Only a number is expected here: the count of lines in this data where "Pittview" occurs.
_ _ _
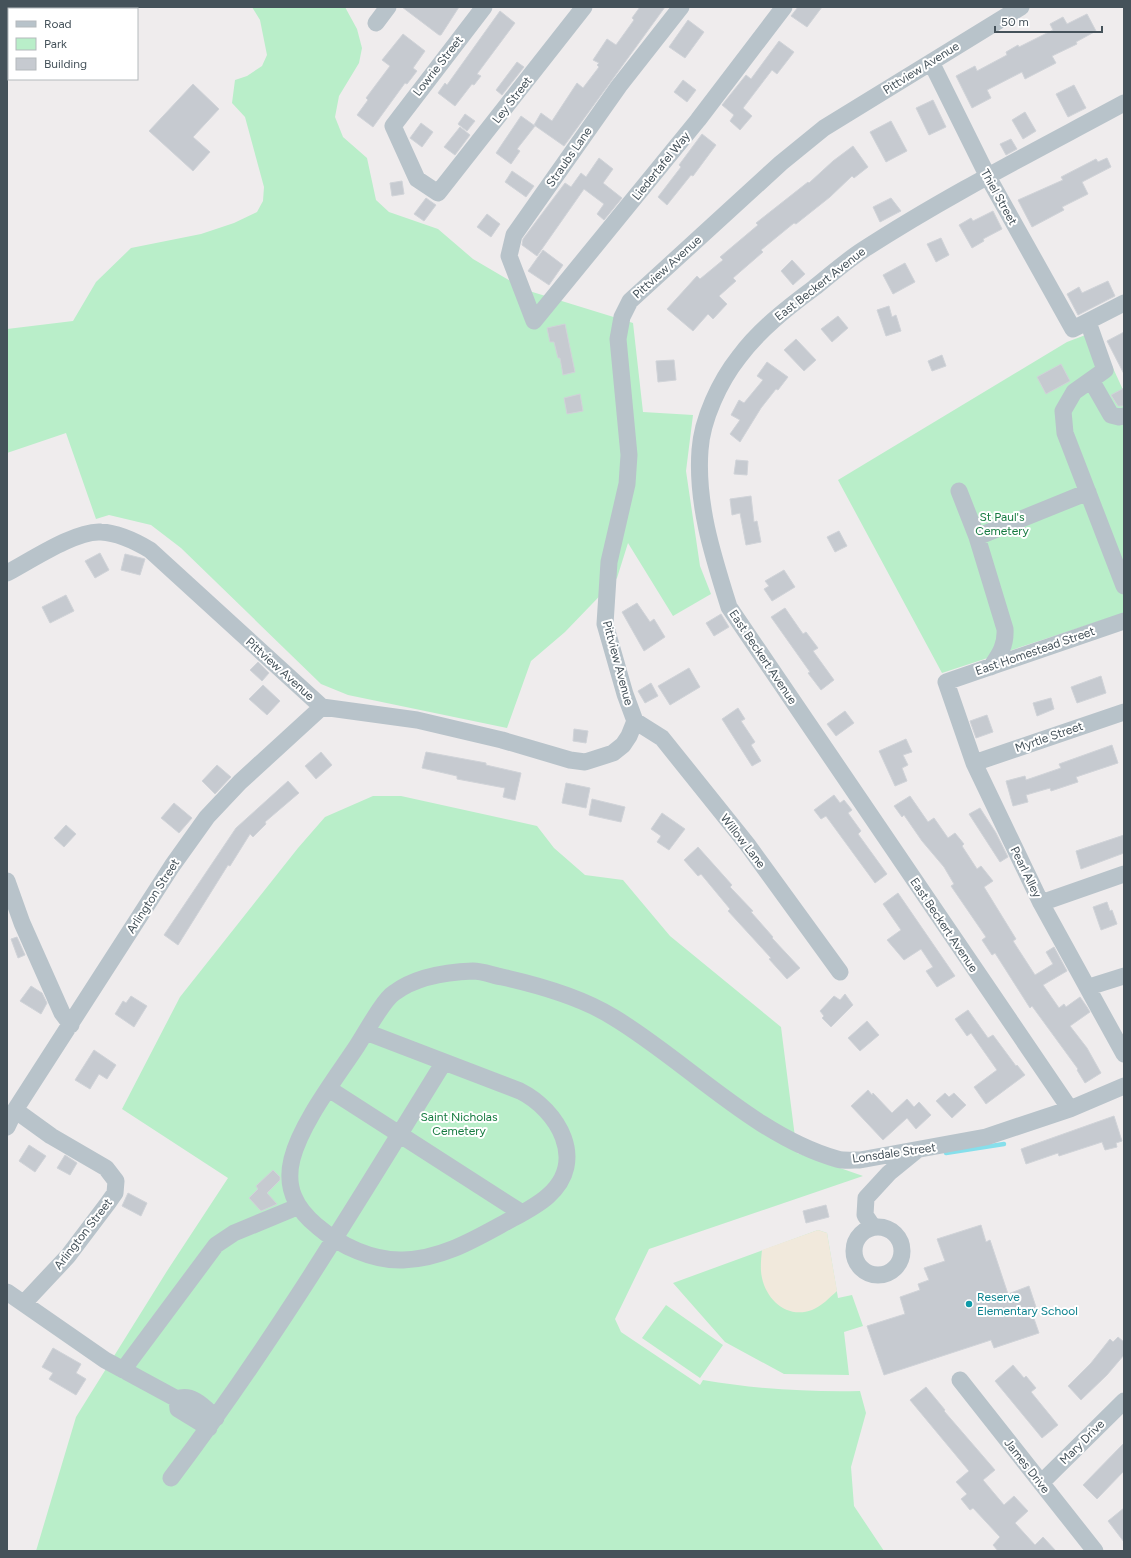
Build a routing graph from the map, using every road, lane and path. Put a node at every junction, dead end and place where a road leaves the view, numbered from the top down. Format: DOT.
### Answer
graph roads {
  1 [pos="388,7"];
  2 [pos="484,7"];
  3 [pos="584,7"];
  4 [pos="681,7"];
  5 [pos="784,7"];
  6 [pos="1021,7"];
  7 [pos="376,23"];
  8 [pos="931,62"];
  9 [pos="1124,103"];
  10 [pos="988,177"];
  11 [pos="438,193"];
  12 [pos="1124,303"];
  13 [pos="534,321"];
  14 [pos="1088,322"];
  15 [pos="1091,380"];
  16 [pos="1124,416"];
  17 [pos="959,491"];
  18 [pos="1088,492"];
  19 [pos="976,537"];
  20 [pos="7,573"];
  21 [pos="1124,586"];
  22 [pos="1124,621"];
  23 [pos="991,666"];
  24 [pos="946,682"];
  25 [pos="322,706"];
  26 [pos="1124,712"];
  27 [pos="635,721"];
  28 [pos="974,763"];
  29 [pos="1124,874"];
  30 [pos="7,882"];
  31 [pos="1041,903"];
  32 [pos="840,972"];
  33 [pos="1124,976"];
  34 [pos="1089,987"];
  35 [pos="71,1025"];
  36 [pos="366,1032"];
  37 [pos="1124,1054"];
  38 [pos="444,1062"];
  39 [pos="1124,1086"];
  40 [pos="329,1090"];
  41 [pos="1070,1109"];
  42 [pos="15,1110"];
  43 [pos="7,1126"];
  44 [pos="400,1134"];
  45 [pos="917,1151"];
  46 [pos="297,1207"];
  47 [pos="522,1213"];
  48 [pos="873,1227"];
  49 [pos="335,1240"];
  50 [pos="7,1292"];
  51 [pos="24,1303"];
  52 [pos="123,1370"];
  53 [pos="960,1380"];
  54 [pos="1124,1400"];
  55 [pos="212,1423"];
  56 [pos="171,1478"];
  57 [pos="1041,1484"];
  58 [pos="1094,1551"];
  1 -- 7 [label="street"];
  2 -- 11 [label="street, Lowrie Street"];
  3 -- 11 [label="street, Ley Street"];
  4 -- 13 [label="street, Straubs Lane"];
  5 -- 13 [label="street, Liedertafel Way"];
  6 -- 8 [label="street, Pittview Avenue"];
  8 -- 10 [label="street, Thiel Street"];
  8 -- 27 [label="street, Pittview Avenue"];
  9 -- 10 [label="street, East Beckert Avenue"];
  10 -- 14 [label="street, Thiel Street"];
  10 -- 41 [label="street, East Beckert Avenue"];
  12 -- 14 [label="street"];
  14 -- 15 [label="street"];
  15 -- 16 [label="street"];
  15 -- 18 [label="street"];
  17 -- 19 [label="street"];
  18 -- 19 [label="street"];
  18 -- 21 [label="street"];
  19 -- 23 [label="street"];
  20 -- 25 [label="street, Pittview Avenue"];
  22 -- 23 [label="street, East Homestead Street"];
  23 -- 24 [label="street, East Homestead Street"];
  24 -- 28 [label="street, Pearl Alley"];
  25 -- 27 [label="street, Pittview Avenue"];
  25 -- 35 [label="street, Arlington Street"];
  26 -- 28 [label="street, Myrtle Street"];
  27 -- 32 [label="street, Willow Lane"];
  28 -- 31 [label="street, Pearl Alley"];
  29 -- 31 [label="street"];
  30 -- 35 [label="street"];
  31 -- 34 [label="street, Pearl Alley"];
  33 -- 34 [label="street"];
  34 -- 37 [label="street, Pearl Alley"];
  35 -- 42 [label="street, Arlington Street"];
  36 -- 38 [label="street"];
  36 -- 40 [label="street, Lonsdale Street"];
  36 -- 45 [label="street, Lonsdale Street"];
  38 -- 44 [label="street"];
  38 -- 47 [label="street"];
  39 -- 41 [label="street, Lonsdale Street"];
  40 -- 44 [label="street"];
  40 -- 46 [label="street, Lonsdale Street"];
  41 -- 45 [label="street, Lonsdale Street"];
  42 -- 43 [label="street, Arlington Street"];
  42 -- 51 [label="street, Arlington Street"];
  44 -- 47 [label="street"];
  44 -- 49 [label="street"];
  45 -- 48 [label="street"];
  46 -- 49 [label="street"];
  46 -- 52 [label="street"];
  47 -- 49 [label="street"];
  49 -- 55 [label="street"];
  50 -- 51 [label="street"];
  51 -- 52 [label="street"];
  52 -- 55 [label="street"];
  53 -- 57 [label="street, James Drive"];
  54 -- 57 [label="street, Mary Drive"];
  55 -- 56 [label="street"];
  57 -- 58 [label="street, James Drive"];
}
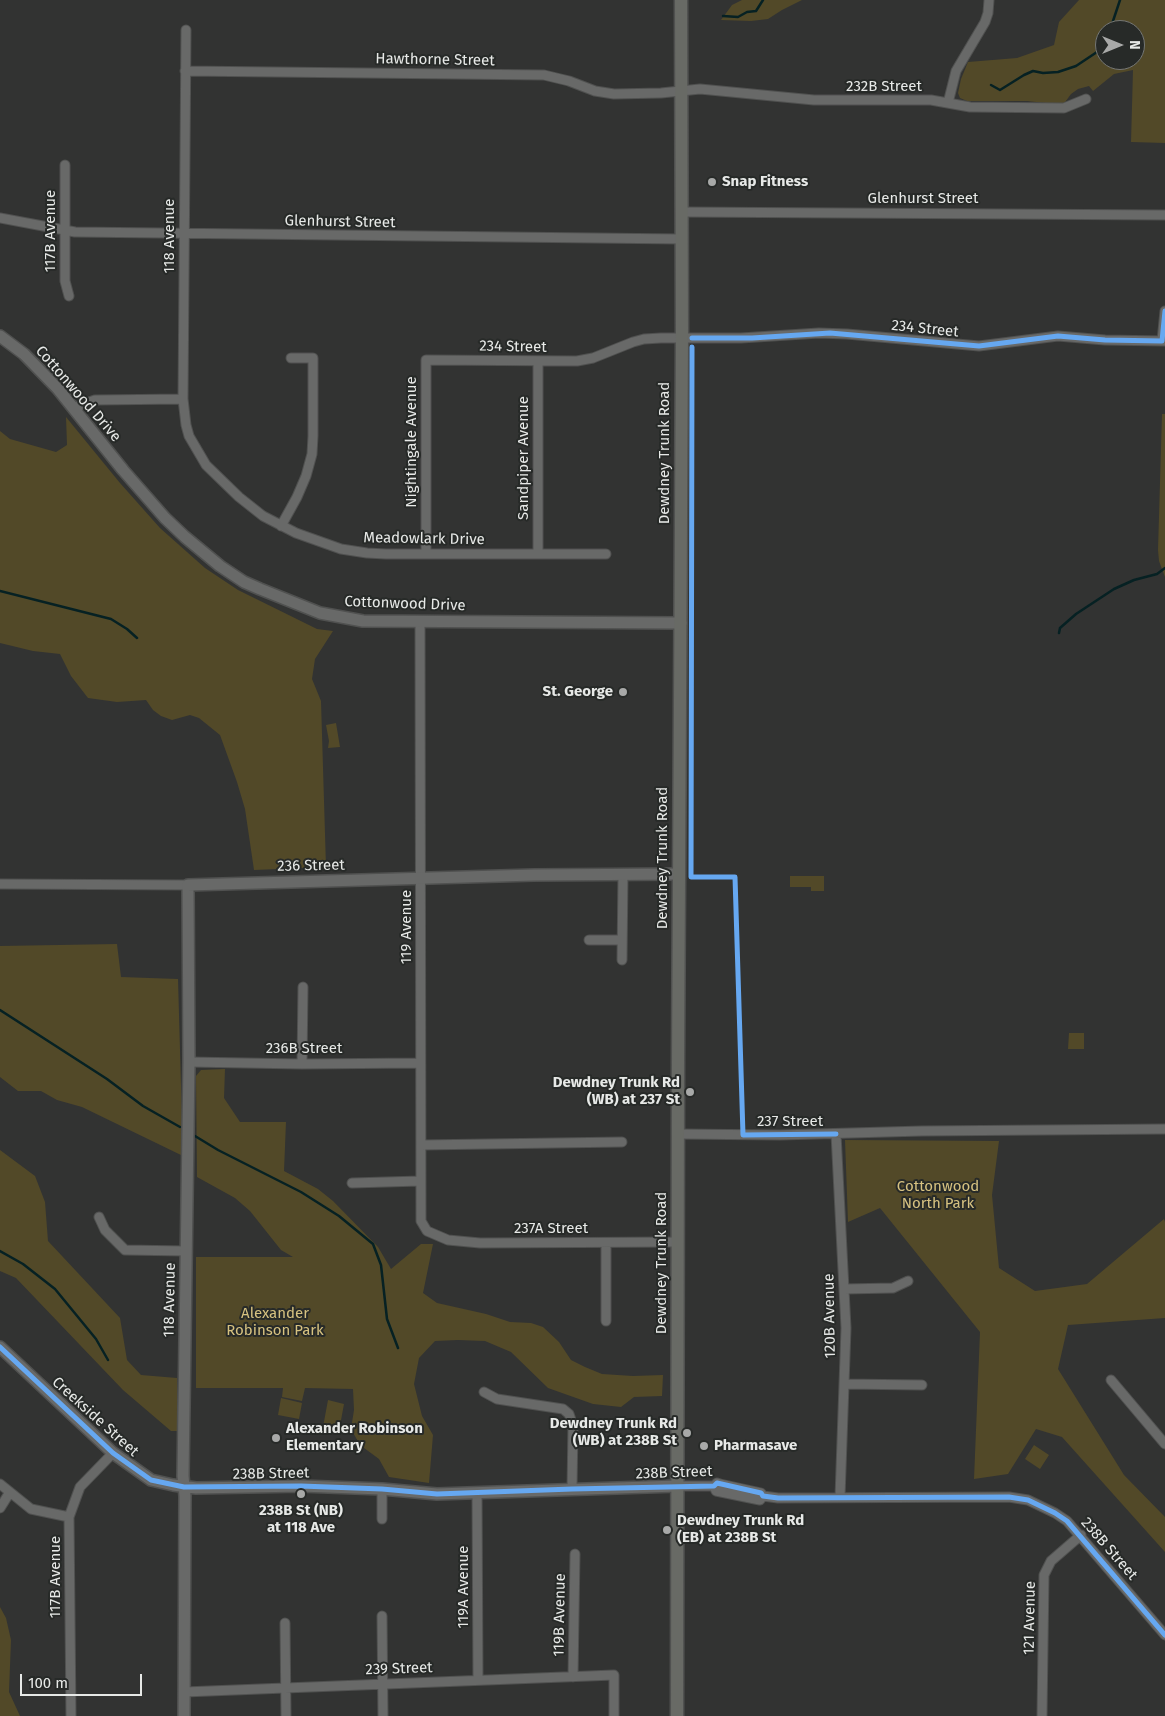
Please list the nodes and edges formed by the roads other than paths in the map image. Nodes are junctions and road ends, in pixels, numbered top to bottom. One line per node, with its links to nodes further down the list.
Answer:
1 (680, 0): 5 (main road, Dewdney Trunk Road)
2 (989, 0): 7 (street)
3 (186, 30): 4 (street, 118 Avenue)
4 (185, 71): 5 (street, Hawthorne Street); 13 (street, 118 Avenue)
5 (680, 90): 7 (street, 232B Street); 9 (main road, Dewdney Trunk Road)
6 (1086, 99): 7 (street, 232B Street)
7 (948, 103)
8 (65, 165): 12 (street, 117B Avenue)
9 (681, 212): 10 (street, Glenhurst Street); 14 (main road, Dewdney Trunk Road)
10 (1165, 215)
11 (0, 218): 12 (street, Glenhurst Street)
12 (65, 231): 13 (street, Glenhurst Street); 15 (street, 117B Avenue)
13 (185, 234): 14 (street, Glenhurst Street); 23 (street, 118 Avenue)
14 (681, 239): 18 (main road, Dewdney Trunk Road)
15 (69, 296)
16 (1165, 311): 19 (street)
17 (0, 336): 24 (street, Cottonwood Drive)
18 (682, 338): 19 (street, 234 Street); 22 (street, 234 Street); 31 (main road, Dewdney Trunk Road)
19 (1163, 340)
20 (292, 358): 26 (street)
21 (426, 360): 22 (street, 234 Street); 27 (street, Nightingale Avenue)
22 (538, 362): 28 (street, Sandpiper Avenue)
23 (183, 399): 24 (street); 25 (street, 118 Avenue)
24 (74, 408): 30 (street, Cottonwood Drive)
25 (191, 441): 26 (street, Meadowlark Drive)
26 (281, 526): 27 (street, Meadowlark Drive)
27 (426, 554): 28 (street, Meadowlark Drive)
28 (538, 554): 29 (street, Meadowlark Drive)
29 (606, 554)
30 (420, 622): 31 (street, Cottonwood Drive); 34 (street, 119 Avenue)
31 (681, 623): 33 (main road, Dewdney Trunk Road)
32 (623, 874): 33 (street, 236 Street); 34 (street, 236 Street); 38 (street)
33 (679, 874): 45 (main road, Dewdney Trunk Road)
34 (420, 879): 36 (street, 236 Street); 42 (street, 119 Avenue)
35 (0, 884): 36 (street, 236 Street)
36 (188, 885): 41 (street, 118 Avenue)
37 (589, 940): 38 (street)
38 (622, 940): 39 (street)
39 (622, 960)
40 (303, 987): 43 (street)
41 (188, 1062): 43 (street, 236B Street); 55 (street, 118 Avenue)
42 (420, 1062): 43 (street, 236B Street); 48 (street, 119 Avenue)
43 (302, 1064)
44 (1165, 1129): 46 (street, 237 Street)
45 (678, 1134): 46 (street, 237 Street); 53 (main road, Dewdney Trunk Road)
46 (836, 1134): 57 (street, 120B Avenue)
47 (622, 1142): 48 (street)
48 (421, 1145): 49 (street, 119 Avenue)
49 (420, 1181): 50 (street); 52 (street, 119 Avenue)
50 (352, 1183)
51 (99, 1217): 55 (street)
52 (427, 1231): 54 (street, 237A Street)
53 (678, 1242): 54 (street, 237A Street); 67 (main road, Dewdney Trunk Road)
54 (606, 1243): 58 (street)
55 (186, 1250): 68 (street, 118 Avenue)
56 (908, 1281): 57 (street)
57 (844, 1289): 61 (street, 120B Avenue)
58 (606, 1321)
59 (0, 1347): 65 (street, Creekside Street)
60 (1111, 1380): 64 (street)
61 (844, 1384): 62 (street); 73 (street, 120B Avenue)
62 (922, 1385)
63 (484, 1392): 70 (street)
64 (1165, 1444)
65 (113, 1453): 68 (street, Creekside Street); 75 (street, 117B Avenue)
66 (0, 1484): 71 (street)
67 (677, 1486): 70 (street, 238B Street); 73 (street, 238B Street); 92 (main road, Dewdney Trunk Road)
68 (184, 1487): 69 (street, 238B Street); 86 (street, 118 Avenue)
69 (382, 1489): 72 (street, 238B Street); 76 (street)
70 (572, 1489): 72 (street, 238B Street)
71 (10, 1492): 74 (street); 75 (street)
72 (477, 1493): 83 (street, 119A Avenue)
73 (840, 1497): 77 (street, 238B Street)
74 (0, 1508)
75 (69, 1517): 87 (street, 117B Avenue)
76 (382, 1519)
77 (1081, 1535): 81 (street, 238B Street); 93 (street, 121 Avenue)
78 (574, 1554): 82 (street, 119B Avenue)
79 (382, 1616): 84 (street)
80 (286, 1623): 85 (street)
81 (1165, 1635)
82 (573, 1677): 83 (street, 239 Street); 91 (street, 239 Street)
83 (478, 1680): 84 (street, 239 Street)
84 (382, 1684): 85 (street, 239 Street); 90 (street)
85 (286, 1688): 86 (street, 239 Street); 89 (street)
86 (184, 1692): 88 (street, 118 Avenue)
87 (70, 1716)
88 (184, 1716)
89 (286, 1716)
90 (383, 1716)
91 (614, 1716)
92 (677, 1716)
93 (1042, 1716)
_ _ _
OUTPUT
4